>>>>

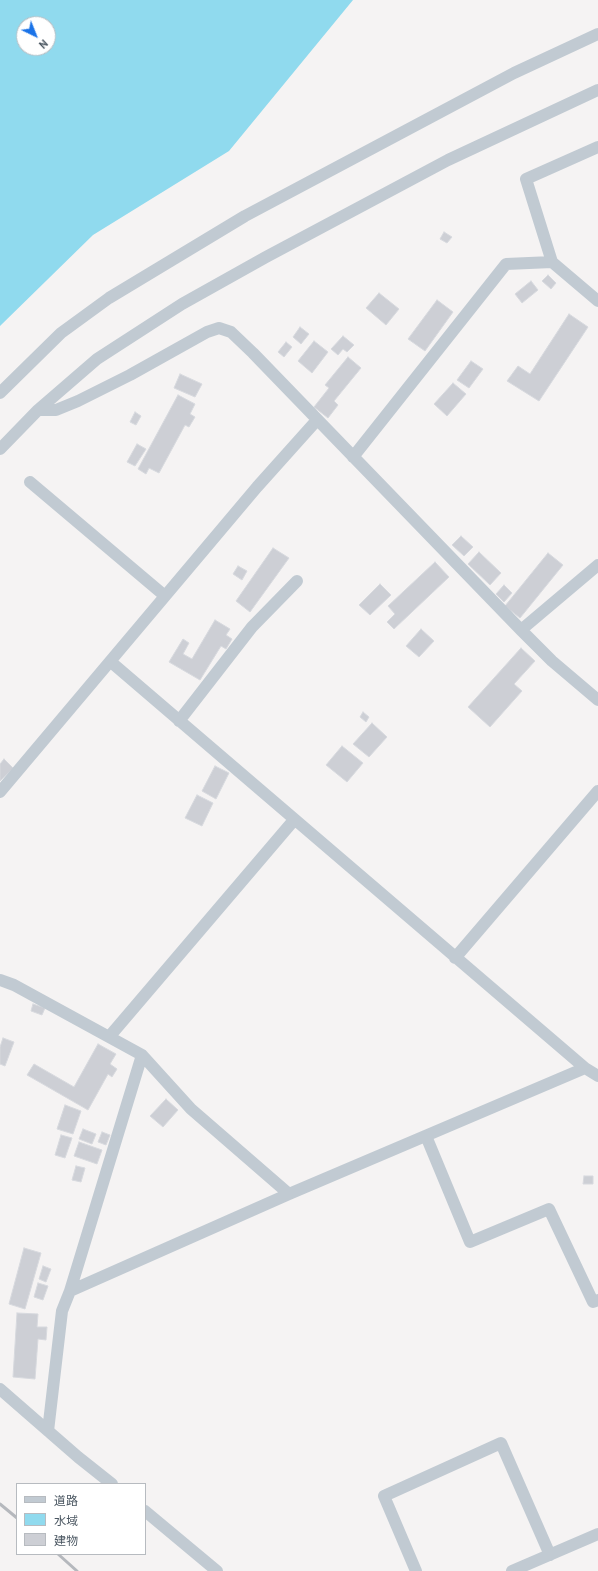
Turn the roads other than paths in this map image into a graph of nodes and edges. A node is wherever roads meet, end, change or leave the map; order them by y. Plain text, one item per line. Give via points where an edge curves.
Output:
1 (598, 34) edge
2 (598, 90) edge
3 (598, 147) edge
4 (552, 262) junction
5 (598, 301) edge
6 (0, 393) edge
7 (38, 410) junction
8 (317, 420) junction
9 (0, 449) edge
10 (353, 457) junction
11 (30, 482) dead end
12 (598, 565) edge
13 (297, 581) dead end
14 (165, 596) junction
15 (521, 630) junction
16 (110, 662) junction
17 (598, 700) edge
18 (178, 721) junction
19 (598, 791) edge
20 (0, 792) edge
21 (294, 820) junction
22 (455, 958) junction
23 (0, 980) edge
24 (109, 1037) junction
25 (142, 1055) junction
26 (585, 1068) junction
27 (598, 1076) edge
28 (426, 1136) junction
29 (289, 1194) junction
30 (70, 1291) junction
31 (598, 1300) edge
32 (0, 1389) edge
33 (48, 1431) junction
34 (111, 1483) edge
35 (146, 1512) edge
36 (598, 1534) edge
37 (550, 1555) junction
38 (217, 1571) edge
39 (416, 1571) edge
40 (512, 1571) edge

1 - 6 street via 514,73 238,220 109,298 61,333
2 - 7 street via 448,160 189,300 97,359
3 - 4 street via 526,179
4 - 5 street
4 - 10 street via 506,264
7 - 8 street via 56,410 78,401 219,328 231,332 242,342
7 - 9 street
8 - 10 street
8 - 14 street
10 - 15 street
11 - 14 street
12 - 15 street
13 - 18 street via 252,627
14 - 16 street
15 - 17 street via 552,661
16 - 18 street
16 - 20 street
18 - 21 street
19 - 22 street
21 - 22 street
21 - 24 street
22 - 26 street
23 - 24 street via 14,985
24 - 25 street
25 - 29 street via 191,1108
25 - 30 street
26 - 27 street
26 - 28 street
28 - 29 street
28 - 31 street via 470,1242 549,1209 593,1302
29 - 30 street
30 - 33 street via 62,1312
32 - 33 street
33 - 34 street
35 - 38 street
36 - 37 street
37 - 39 street via 501,1443 384,1496
37 - 40 street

<<<<

### Task requirements:
Transcribe the records above exactly, excluding every picture.

### Task output:
Turn the roads other than paths in this map image into a graph of nodes and edges. A node is wherever roads meet, end, change or leave the map; order them by y. Plain text, one item per line. Give via points where an edge curves.
Output:
1 (598, 34) edge
2 (598, 90) edge
3 (598, 147) edge
4 (552, 262) junction
5 (598, 301) edge
6 (0, 393) edge
7 (38, 410) junction
8 (317, 420) junction
9 (0, 449) edge
10 (353, 457) junction
11 (30, 482) dead end
12 (598, 565) edge
13 (297, 581) dead end
14 (165, 596) junction
15 (521, 630) junction
16 (110, 662) junction
17 (598, 700) edge
18 (178, 721) junction
19 (598, 791) edge
20 (0, 792) edge
21 (294, 820) junction
22 (455, 958) junction
23 (0, 980) edge
24 (109, 1037) junction
25 (142, 1055) junction
26 (585, 1068) junction
27 (598, 1076) edge
28 (426, 1136) junction
29 (289, 1194) junction
30 (70, 1291) junction
31 (598, 1300) edge
32 (0, 1389) edge
33 (48, 1431) junction
34 (111, 1483) edge
35 (146, 1512) edge
36 (598, 1534) edge
37 (550, 1555) junction
38 (217, 1571) edge
39 (416, 1571) edge
40 (512, 1571) edge

1 - 6 street via 514,73 238,220 109,298 61,333
2 - 7 street via 448,160 189,300 97,359
3 - 4 street via 526,179
4 - 5 street
4 - 10 street via 506,264
7 - 8 street via 56,410 78,401 219,328 231,332 242,342
7 - 9 street
8 - 10 street
8 - 14 street
10 - 15 street
11 - 14 street
12 - 15 street
13 - 18 street via 252,627
14 - 16 street
15 - 17 street via 552,661
16 - 18 street
16 - 20 street
18 - 21 street
19 - 22 street
21 - 22 street
21 - 24 street
22 - 26 street
23 - 24 street via 14,985
24 - 25 street
25 - 29 street via 191,1108
25 - 30 street
26 - 27 street
26 - 28 street
28 - 29 street
28 - 31 street via 470,1242 549,1209 593,1302
29 - 30 street
30 - 33 street via 62,1312
32 - 33 street
33 - 34 street
35 - 38 street
36 - 37 street
37 - 39 street via 501,1443 384,1496
37 - 40 street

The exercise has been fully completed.